Records from a data collection:
------------------------------------

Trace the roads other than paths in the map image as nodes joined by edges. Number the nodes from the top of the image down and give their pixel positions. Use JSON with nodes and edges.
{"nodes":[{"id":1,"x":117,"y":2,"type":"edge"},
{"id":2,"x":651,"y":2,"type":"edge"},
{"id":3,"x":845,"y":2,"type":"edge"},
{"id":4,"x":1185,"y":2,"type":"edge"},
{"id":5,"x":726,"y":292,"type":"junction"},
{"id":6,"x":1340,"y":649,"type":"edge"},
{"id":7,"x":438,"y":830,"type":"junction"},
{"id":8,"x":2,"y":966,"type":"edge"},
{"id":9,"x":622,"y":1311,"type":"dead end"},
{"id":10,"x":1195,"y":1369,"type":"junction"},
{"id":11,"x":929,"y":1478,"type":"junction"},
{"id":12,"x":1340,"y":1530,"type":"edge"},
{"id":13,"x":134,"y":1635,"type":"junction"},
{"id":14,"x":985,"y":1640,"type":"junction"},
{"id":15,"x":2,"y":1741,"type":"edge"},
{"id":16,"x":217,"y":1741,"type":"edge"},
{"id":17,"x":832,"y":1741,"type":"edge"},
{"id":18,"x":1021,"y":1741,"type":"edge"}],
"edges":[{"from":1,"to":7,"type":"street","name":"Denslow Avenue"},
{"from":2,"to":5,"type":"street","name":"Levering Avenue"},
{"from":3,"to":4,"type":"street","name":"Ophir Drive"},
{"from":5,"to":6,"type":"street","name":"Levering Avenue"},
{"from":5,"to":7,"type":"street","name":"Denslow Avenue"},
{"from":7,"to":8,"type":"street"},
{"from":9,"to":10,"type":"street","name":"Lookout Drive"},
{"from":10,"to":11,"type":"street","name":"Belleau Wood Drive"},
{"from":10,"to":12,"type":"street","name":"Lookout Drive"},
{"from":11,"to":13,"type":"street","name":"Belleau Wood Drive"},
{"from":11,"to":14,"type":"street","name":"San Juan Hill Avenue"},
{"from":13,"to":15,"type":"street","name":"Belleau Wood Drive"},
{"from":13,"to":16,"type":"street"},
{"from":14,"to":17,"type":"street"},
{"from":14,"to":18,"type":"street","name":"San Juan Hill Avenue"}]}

------------------------------------

> **WHAT NEEDS TO BE DONE**: Once the records are read, print each of them exactly as written.

> **SOLUTION**:
Trace the roads other than paths in the map image as nodes joined by edges. Number the nodes from the top of the image down and give their pixel positions. Use JSON with nodes and edges.
{"nodes":[{"id":1,"x":117,"y":2,"type":"edge"},
{"id":2,"x":651,"y":2,"type":"edge"},
{"id":3,"x":845,"y":2,"type":"edge"},
{"id":4,"x":1185,"y":2,"type":"edge"},
{"id":5,"x":726,"y":292,"type":"junction"},
{"id":6,"x":1340,"y":649,"type":"edge"},
{"id":7,"x":438,"y":830,"type":"junction"},
{"id":8,"x":2,"y":966,"type":"edge"},
{"id":9,"x":622,"y":1311,"type":"dead end"},
{"id":10,"x":1195,"y":1369,"type":"junction"},
{"id":11,"x":929,"y":1478,"type":"junction"},
{"id":12,"x":1340,"y":1530,"type":"edge"},
{"id":13,"x":134,"y":1635,"type":"junction"},
{"id":14,"x":985,"y":1640,"type":"junction"},
{"id":15,"x":2,"y":1741,"type":"edge"},
{"id":16,"x":217,"y":1741,"type":"edge"},
{"id":17,"x":832,"y":1741,"type":"edge"},
{"id":18,"x":1021,"y":1741,"type":"edge"}],
"edges":[{"from":1,"to":7,"type":"street","name":"Denslow Avenue"},
{"from":2,"to":5,"type":"street","name":"Levering Avenue"},
{"from":3,"to":4,"type":"street","name":"Ophir Drive"},
{"from":5,"to":6,"type":"street","name":"Levering Avenue"},
{"from":5,"to":7,"type":"street","name":"Denslow Avenue"},
{"from":7,"to":8,"type":"street"},
{"from":9,"to":10,"type":"street","name":"Lookout Drive"},
{"from":10,"to":11,"type":"street","name":"Belleau Wood Drive"},
{"from":10,"to":12,"type":"street","name":"Lookout Drive"},
{"from":11,"to":13,"type":"street","name":"Belleau Wood Drive"},
{"from":11,"to":14,"type":"street","name":"San Juan Hill Avenue"},
{"from":13,"to":15,"type":"street","name":"Belleau Wood Drive"},
{"from":13,"to":16,"type":"street"},
{"from":14,"to":17,"type":"street"},
{"from":14,"to":18,"type":"street","name":"San Juan Hill Avenue"}]}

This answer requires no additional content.